SUPPLIED MATERIAL:
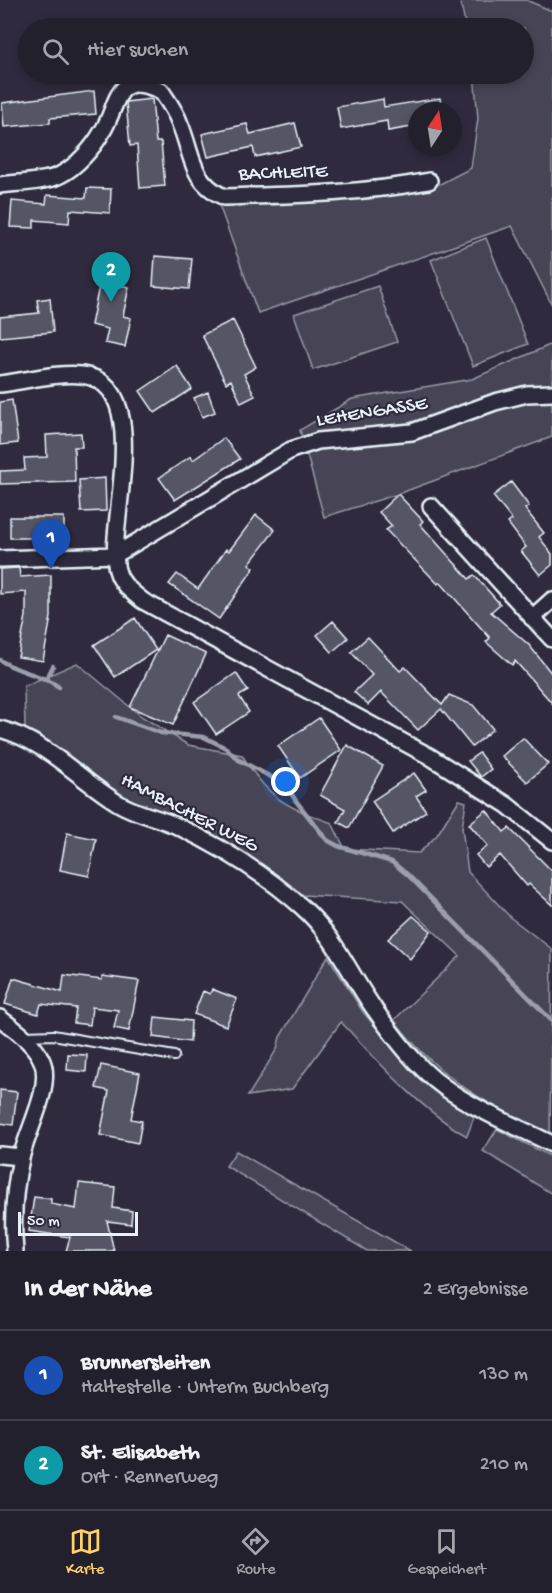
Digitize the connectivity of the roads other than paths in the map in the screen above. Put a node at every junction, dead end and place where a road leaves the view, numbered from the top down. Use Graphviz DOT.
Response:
graph roads {
  1 [pos="429,181"];
  2 [pos="0,185"];
  3 [pos="0,384"];
  4 [pos="552,393"];
  5 [pos="431,506"];
  6 [pos="115,555"];
  7 [pos="0,559"];
  8 [pos="552,600"];
  9 [pos="532,618"];
  10 [pos="552,639"];
  11 [pos="0,729"];
  12 [pos="552,841"];
  13 [pos="0,1018"];
  14 [pos="24,1036"];
  15 [pos="174,1056"];
  16 [pos="552,1144"];
  17 [pos="0,1155"];
  18 [pos="21,1157"];
  19 [pos="15,1251"];
  1 -- 2 [label="street, BACHLEITE"];
  3 -- 6 [label="street"];
  4 -- 6 [label="street, LEHENGASSE"];
  5 -- 9 [label="street"];
  6 -- 7 [label="street"];
  6 -- 12 [label="street"];
  8 -- 9 [label="street"];
  9 -- 10 [label="street"];
  11 -- 16 [label="street, HAMBACHER WEG"];
  13 -- 14 [label="street"];
  14 -- 15 [label="lane"];
  14 -- 18 [label="street"];
  17 -- 18 [label="street"];
  18 -- 19 [label="street"];
}
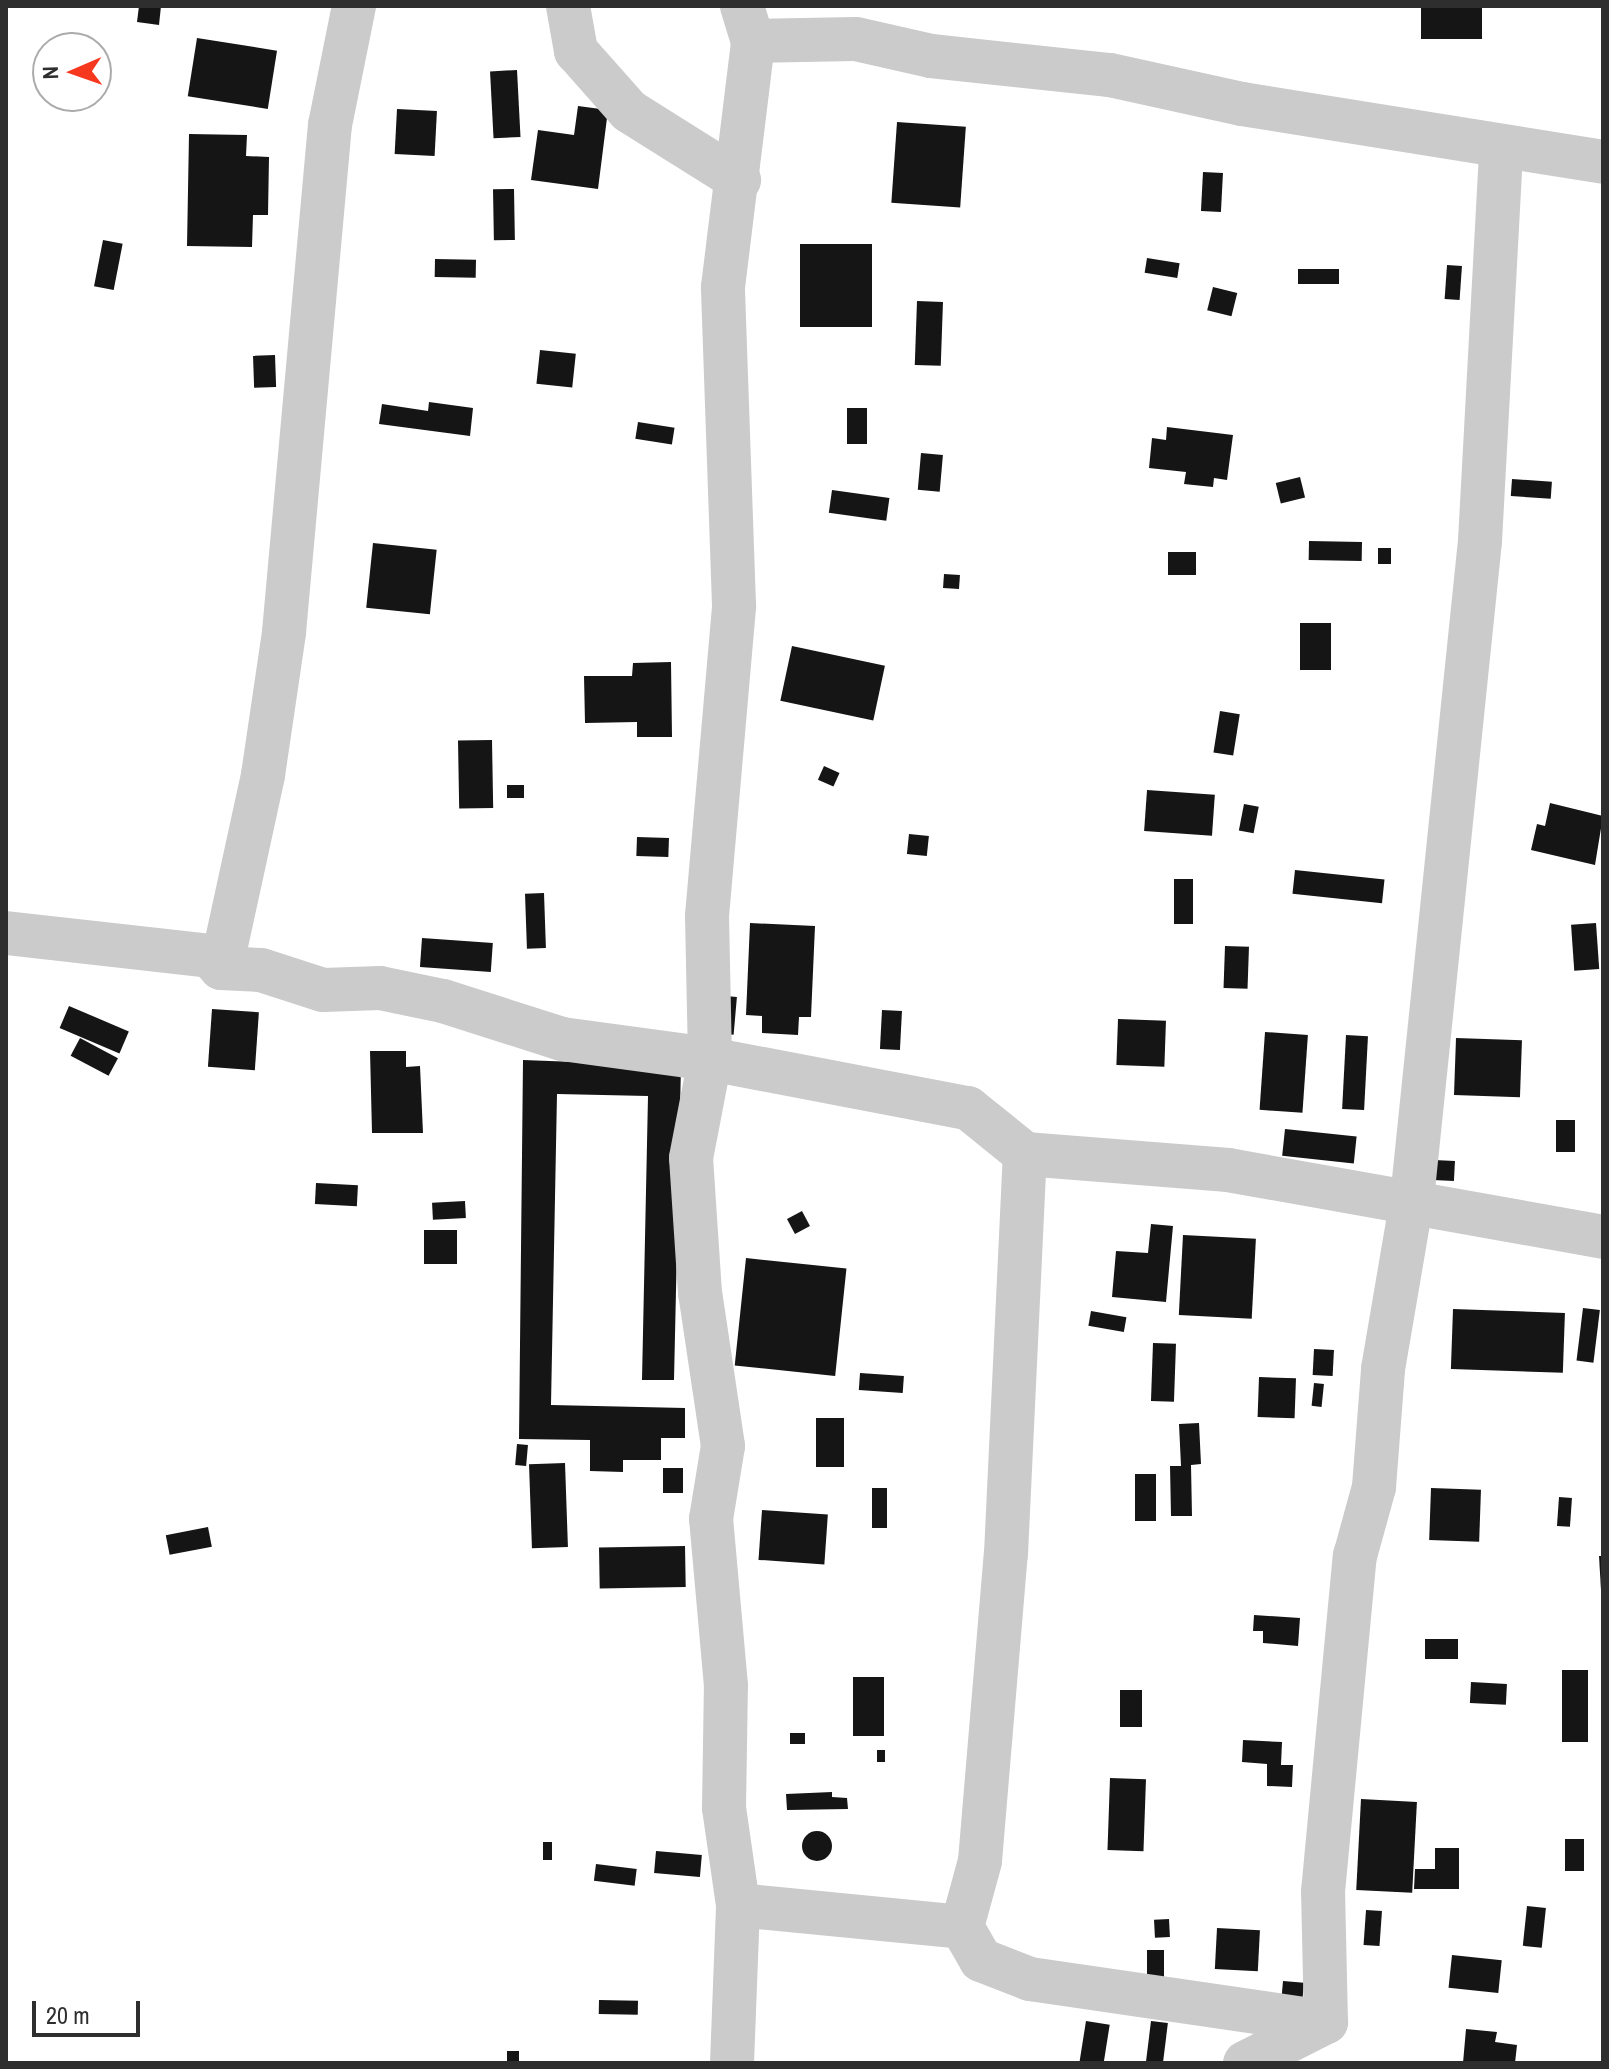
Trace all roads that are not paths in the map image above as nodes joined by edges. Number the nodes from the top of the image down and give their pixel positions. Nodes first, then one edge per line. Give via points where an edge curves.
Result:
1 (354, 6) edge
2 (568, 6) edge
3 (748, 24) edge
4 (1501, 149) junction
5 (1603, 162) edge
6 (739, 180) junction
7 (6, 933) edge
8 (221, 968) junction
9 (710, 1059) junction
10 (1025, 1154) junction
11 (1412, 1199) junction
12 (1603, 1237) edge
13 (738, 1905) junction
14 (962, 1927) junction
15 (1326, 2022) junction
16 (732, 2063) edge
17 (1245, 2063) edge

1 - 8 street via 330,125 284,632 263,775
2 - 6 street via 576,51 629,111
3 - 4 street via 931,56 1110,75
3 - 6 street
4 - 5 street
4 - 11 street via 1480,541
6 - 9 street via 723,287 734,605 707,916
7 - 8 street via 210,956
8 - 9 street via 261,970 323,990 380,988 443,1001 562,1039
9 - 10 street via 968,1108
9 - 13 street via 691,1158 701,1306 723,1446 711,1519 726,1686 724,1808
10 - 11 street via 1228,1170
10 - 14 street via 1005,1569 980,1861
11 - 12 street
11 - 15 street via 1383,1369 1374,1487 1355,1556 1323,1892
13 - 14 street
13 - 16 street
14 - 15 street via 981,1960 1030,1979
15 - 17 street

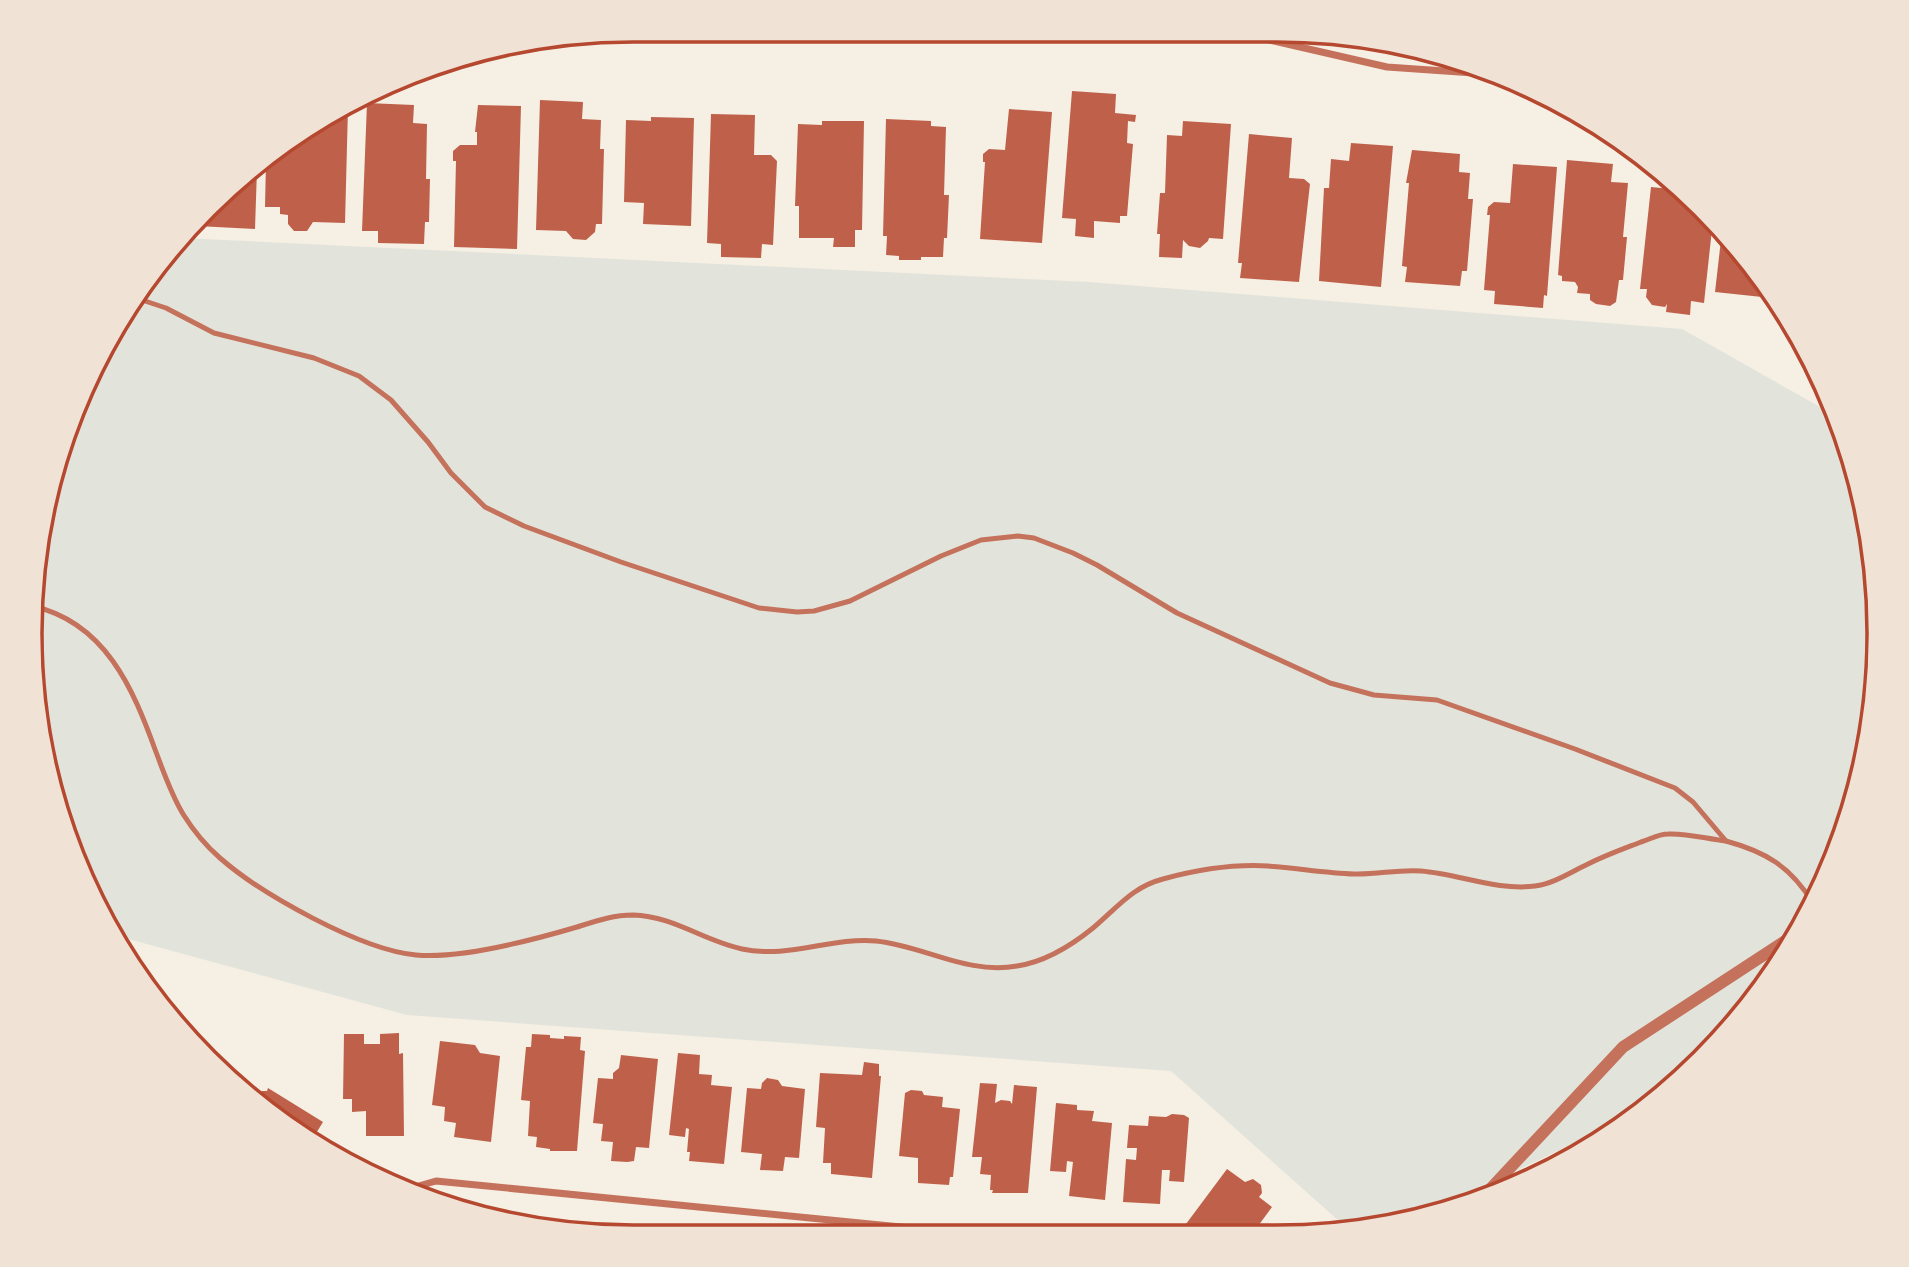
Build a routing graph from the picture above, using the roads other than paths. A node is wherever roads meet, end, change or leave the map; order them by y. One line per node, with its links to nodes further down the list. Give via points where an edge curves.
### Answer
1 (1278, 42): 2 (street, via 1387,67)
2 (1464, 72)
3 (145, 301): 5 (lane, via 214,334 314,358 359,376 391,400 485,507 551,537 715,594 775,611 814,611 860,597 981,540 1034,538 1097,565 1177,613 1330,683 1374,695 1437,699 1675,788)
4 (43, 609): 5 (lane, via 83,628 119,667 177,803 203,842 222,860 329,926 418,955 475,950 599,919 639,915 666,920 748,951 788,952 872,941 976,967 1014,967 1068,945 1144,884 1187,873 1237,866 1371,874 1420,871 1528,887 1542,886 1610,852 1665,833)
5 (1726, 841): 6 (lane, via 1768,856 1790,872)
6 (1807, 894)
7 (1777, 946): 8 (street, via 1622,1047)
8 (1497, 1182)
9 (421, 1185): 10 (street, via 436,1181)
10 (846, 1225)

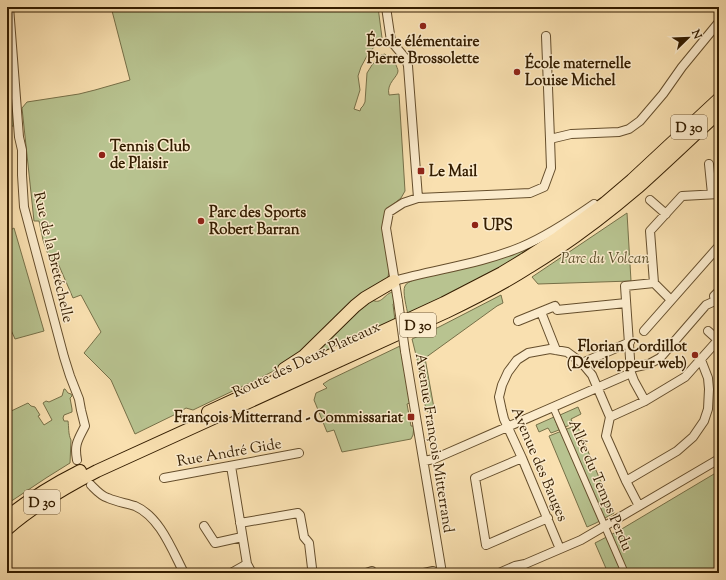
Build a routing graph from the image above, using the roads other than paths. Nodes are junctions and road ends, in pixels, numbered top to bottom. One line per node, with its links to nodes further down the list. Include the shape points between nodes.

HOW TO COMPLETE THIS TASK: Set down every entry above verbatim, without pictures.

WRITTEN SOLUTION:
Digitize the connectivity of the roads other than paths in the map in the screen above. Put a node at every junction, dead end and place where a road leaves the view, numbered from the top down. Use Graphviz DOT.
Response:
graph roads {
  1 [pos="429,181"];
  2 [pos="0,185"];
  3 [pos="0,384"];
  4 [pos="552,393"];
  5 [pos="431,506"];
  6 [pos="115,555"];
  7 [pos="0,559"];
  8 [pos="552,600"];
  9 [pos="532,618"];
  10 [pos="552,639"];
  11 [pos="0,729"];
  12 [pos="552,841"];
  13 [pos="0,1018"];
  14 [pos="24,1036"];
  15 [pos="174,1056"];
  16 [pos="552,1144"];
  17 [pos="0,1155"];
  18 [pos="21,1157"];
  19 [pos="15,1251"];
  1 -- 2 [label="street, BACHLEITE"];
  3 -- 6 [label="street"];
  4 -- 6 [label="street, LEHENGASSE"];
  5 -- 9 [label="street"];
  6 -- 7 [label="street"];
  6 -- 12 [label="street"];
  8 -- 9 [label="street"];
  9 -- 10 [label="street"];
  11 -- 16 [label="street, HAMBACHER WEG"];
  13 -- 14 [label="street"];
  14 -- 15 [label="lane"];
  14 -- 18 [label="street"];
  17 -- 18 [label="street"];
  18 -- 19 [label="street"];
}
Trace all roads that are not paths in the map image above as nodes joined by edges. Number the nodes from the top of the image down and give their pixel positions. Nodes first, then one edge per line. Give via points where an edge curves.
Result:
1 (354, 6) edge
2 (568, 6) edge
3 (748, 24) edge
4 (1501, 149) junction
5 (1603, 162) edge
6 (739, 180) junction
7 (6, 933) edge
8 (221, 968) junction
9 (710, 1059) junction
10 (1025, 1154) junction
11 (1412, 1199) junction
12 (1603, 1237) edge
13 (738, 1905) junction
14 (962, 1927) junction
15 (1326, 2022) junction
16 (732, 2063) edge
17 (1245, 2063) edge

1 - 8 street via 330,125 284,632 263,775
2 - 6 street via 576,51 629,111
3 - 4 street via 931,56 1110,75
3 - 6 street
4 - 5 street
4 - 11 street via 1480,541
6 - 9 street via 723,287 734,605 707,916
7 - 8 street via 210,956
8 - 9 street via 261,970 323,990 380,988 443,1001 562,1039
9 - 10 street via 968,1108
9 - 13 street via 691,1158 701,1306 723,1446 711,1519 726,1686 724,1808
10 - 11 street via 1228,1170
10 - 14 street via 1005,1569 980,1861
11 - 12 street
11 - 15 street via 1383,1369 1374,1487 1355,1556 1323,1892
13 - 14 street
13 - 16 street
14 - 15 street via 981,1960 1030,1979
15 - 17 street

Build a routing graph from the picture above, using the roads other than paths. A node is wherever roads meet, end, change or leave the map; order them by y. One line per node, with its links to nodes further down the list. Give via points where an edge curves.
### Answer
1 (1278, 42): 2 (street, via 1387,67)
2 (1464, 72)
3 (145, 301): 5 (lane, via 214,334 314,358 359,376 391,400 485,507 551,537 715,594 775,611 814,611 860,597 981,540 1034,538 1097,565 1177,613 1330,683 1374,695 1437,699 1675,788)
4 (43, 609): 5 (lane, via 83,628 119,667 177,803 203,842 222,860 329,926 418,955 475,950 599,919 639,915 666,920 748,951 788,952 872,941 976,967 1014,967 1068,945 1144,884 1187,873 1237,866 1371,874 1420,871 1528,887 1542,886 1610,852 1665,833)
5 (1726, 841): 6 (lane, via 1768,856 1790,872)
6 (1807, 894)
7 (1777, 946): 8 (street, via 1622,1047)
8 (1497, 1182)
9 (421, 1185): 10 (street, via 436,1181)
10 (846, 1225)

Build a routing graph from the image above, using the roads other than paths. Nodes are junctions and road ends, in pixels, numbered top to bottom. One line per node, with its links to nodes further down the list. Include the shape points between nodes.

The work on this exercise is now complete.